In the sixth in our weekly series, Florine Lips reflects on the poignant complexity of Elena Ferrante's Neapolitan novels.

In a rare interview with LA Times in 2018, Elena Ferrante, universally-celebrated, elusive (the name is a pseudonym) author of the Neapolitan novels, was asked about her fascination with Naples. Her response: ‘In the past, I used to think that only in Naples did the lawful continuously lose its boundaries and become confused with the unlawful, that only in Naples did good feelings suddenly, violently, without any break, become bad feelings. Today it seems to me that the whole world is Naples, and that Naples has the merit of having always presented itself without a mask.’ 

In the Neapolitan quartet – My Brilliant Friend, The Story of a New Name, Those Who Leave and Those Who Stay and The Story of the Lost Child – the friendship between two women is shaped by this volatile city, where Vesuvius looms on the horizon and the threat of danger lurks behind every corner. The books begin with an elderly Lenù discovering that her lifelong friend, Lila, has disappeared from the impoverished neighbourhood where they grew up, which prompts her to write the story of their friendship. Her motives are unclear – is it an act of love, or of revenge?
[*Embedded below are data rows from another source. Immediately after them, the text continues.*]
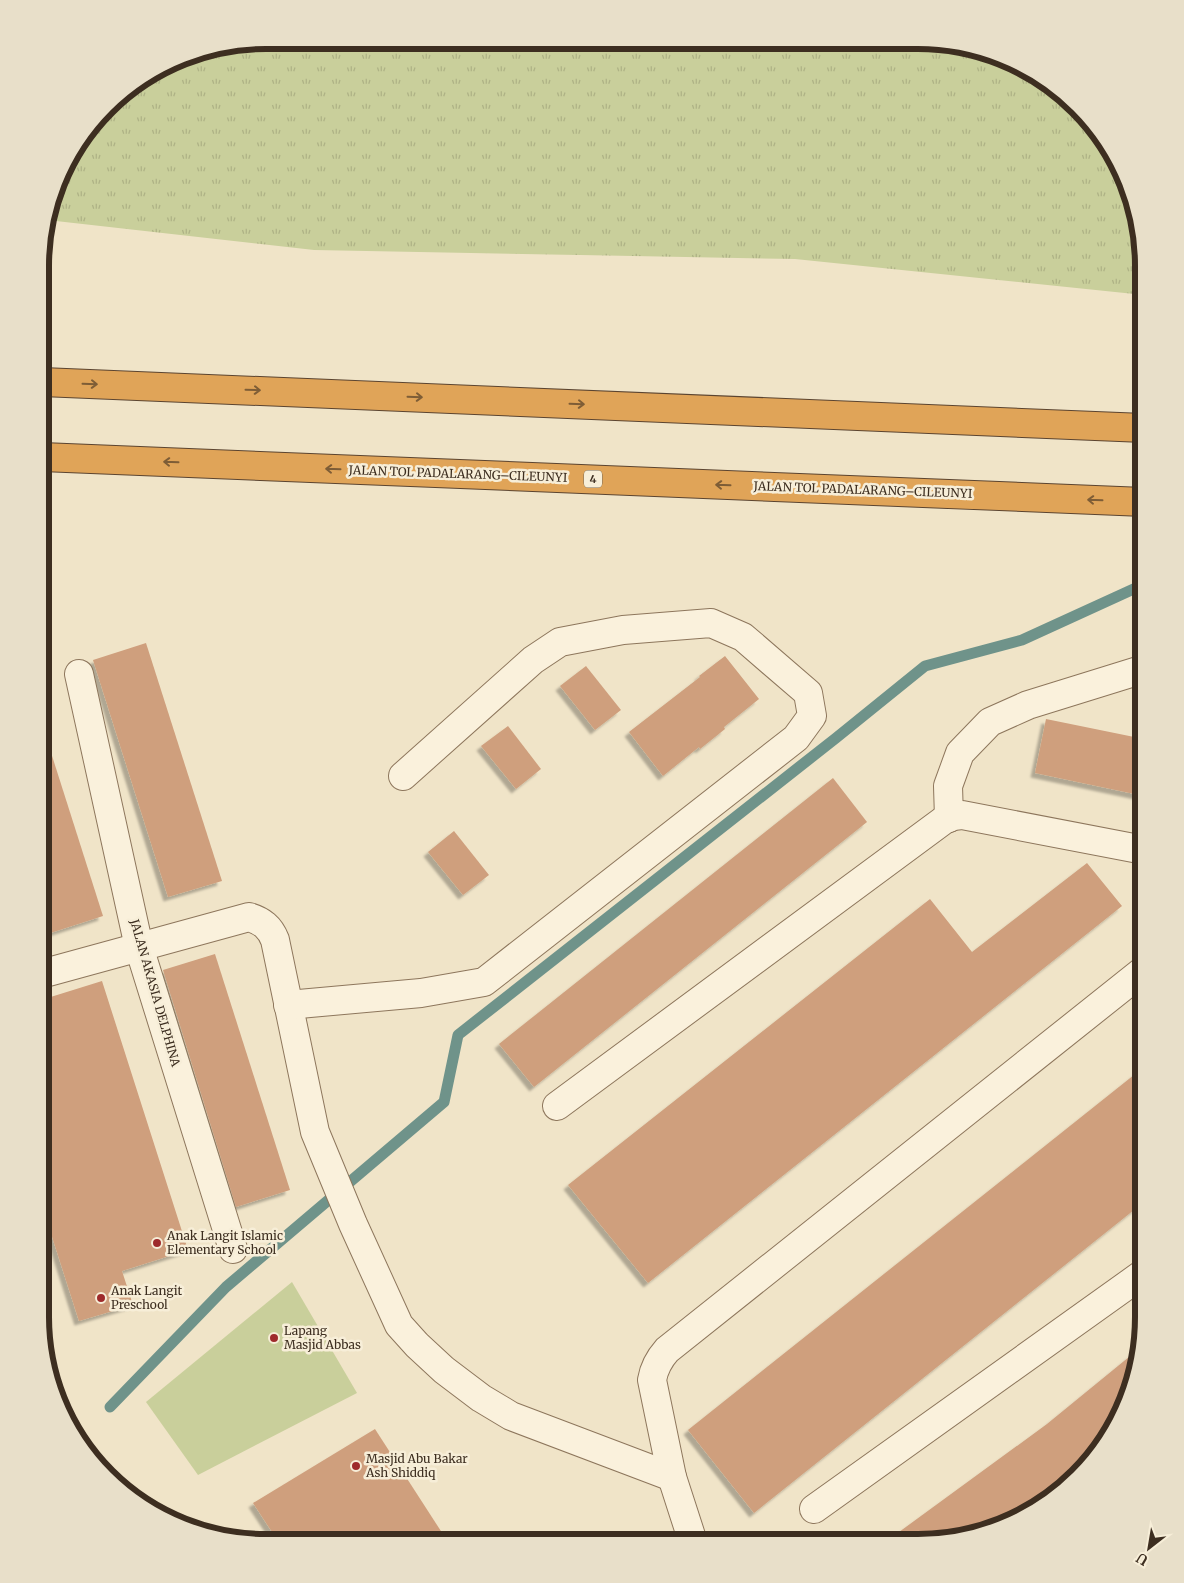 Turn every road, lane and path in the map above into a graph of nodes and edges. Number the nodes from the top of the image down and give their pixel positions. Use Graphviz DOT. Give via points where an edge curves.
graph roads {
  1 [pos="49,382"];
  2 [pos="1135,428"];
  3 [pos="49,457"];
  4 [pos="1135,502"];
  5 [pos="1135,672"];
  6 [pos="79,674"];
  7 [pos="404,776"];
  8 [pos="949,818"];
  9 [pos="1135,848"];
  10 [pos="139,947"];
  11 [pos="49,972"];
  12 [pos="1135,977"];
  13 [pos="288,1005"];
  14 [pos="557,1106"];
  15 [pos="233,1248"];
  16 [pos="1135,1279"];
  17 [pos="672,1477"];
  18 [pos="814,1510"];
  19 [pos="690,1534"];
  1 -- 2 [label="highway, one-way"];
  4 -- 3 [label="highway, JALAN TOL PADALARANG–CILEUNYI / 4, one-way"];
  5 -- 8 [label="street" via="1028,705 990,722 960,753 948,786"];
  6 -- 10 [label="street, JALAN AKASIA DELPHINA"];
  7 -- 13 [label="street" via="533,660 560,642 622,630 711,623 743,637 808,693 812,716 796,738 484,982 421,992"];
  8 -- 9 [label="street" via="957,814"];
  8 -- 14 [label="street"];
  10 -- 11 [label="street"];
  10 -- 13 [label="street" via="249,917 258,920 275,940"];
  10 -- 15 [label="street, JALAN AKASIA DELPHINA"];
  12 -- 17 [label="street" via="667,1350 657,1364 652,1380"];
  13 -- 17 [label="street" via="315,1132 399,1325 444,1370 511,1416"];
  16 -- 18 [label="street"];
  17 -- 19 [label="street"];
}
The following four books take us through this complicated relationship, spanning decades, regions of Italy, key political and cultural movements, and every major milestone in both of their lives. We see the story almost entirely from Lenù’s perspective, save for the inclusion of Lila’s own notebooks at certain points along the way, and from the very beginning it is clear that this is no easy, best-friends-for-life dynamic – Lenù’s response to her friend’s disappearance is that she is ‘overdoing it as usual.’ ‘I was really angry. We’ll see who wins this time, I said to myself.’

This competitiveness underpins their friendship from the very beginning, when they come to each other’s attention as the two smartest girls in the class. The young Lenù is diligent and beloved by her teacher, but it is the scrawny, restless Lila, daughter of the shoemaker, who stands out with her fierce intelligence. Her genius is alienating, and she soon uses it as a weapon to inflict pain upon anyone who gets in her way – ‘her quickness of mind was like a hiss, a dart, a lethal bite.’ Only Lenù is fascinated, devoting herself to her studies ‘just so I could keep pace with that terrible, dazzling girl.’ From then on, their paths are forever intertwined. The foundation of their friendship stems from key episodes in childhood, where Ferrante’s skill as a storyteller really shines. Her attention to detail is extraordinary: so many of their childhood experiences foreshadow what happens in adulthood that you almost want to read the whole thing again to see how many clues you missed.

Like the city, Ferrante presents female friendship without a mask. It is not always pretty – there are moments of pure happiness, such as in childhood when they spend hours poring over a tattered old copy of Little Women, but the lives they lead are difficult, and the two friends are capable of inflicting the deepest pain upon one another. Most of this cruelty comes from Lila, who suffers under the limited options available for women of her class when the chance to escape through education is taken from her. Lenù realises early on that ‘no form could ever contain Lila … sooner or later she would break everything again.’ As a character, she is electric, charging the pages with energy – the books lose some their vitality in the chapters without her. And yet, even when they’re separated, Lenù finds the shadow of her friend everywhere, even in her own writing: comparing her work to one of Lila’s childhood stories, she discovers that ‘anyone who wanted to know what gave it warmth and what the origin was of the strong but invisible thread that joined the sentences would have to go back to that child’s packet, ten notebook pages, the rusty pin, the brightly coloured cover, the title, and not even a signature.’ 

The novels are truly stunning, and so is the TV adaptation that is about to start its second season, for which they plucked two actresses from obscurity to play the roles of Lila and Lenù. Ferrante explores issues ranging from political corruption to the struggles of motherhood, and what it means to be ashamed of where you came from, all in relation to two girls from a poor neighbourhood in Naples, going through life with the odds completely stacked against them. Some of its nuance may have been lost in translation, but her writing plunges straight to the heart of her characters’ inner psyche, leaving almost nothing unsaid. Lenù takes one look at Lila after a period of absence and immediately sees that ‘she was explaining to me that I had won nothing, that in the world there is nothing to win, that her life was full of varied and foolish adventures as much as mine, and that time simply slipped away without any meaning, and it was good just to see each other every so often to hear the mad sound of the brain in one echo in the mad sound of the brain in the other.’ 

I completely fell in love with these books when I read them last summer, and I honestly envy anyone who gets to read them with fresh eyes. I can’t think of any other author who pays such attention to the intricacies of female friendship; surpassing love interests and family members, Lenù and Lila are without a doubt the most important figure in each other’s lives. Even though only one is given the chance to complete her education, it is the encouragement the other that really makes this happen, proving that everything they achieve stems from this bond: ‘you’re my brilliant friend, you have to be the best of all, boys and girls.’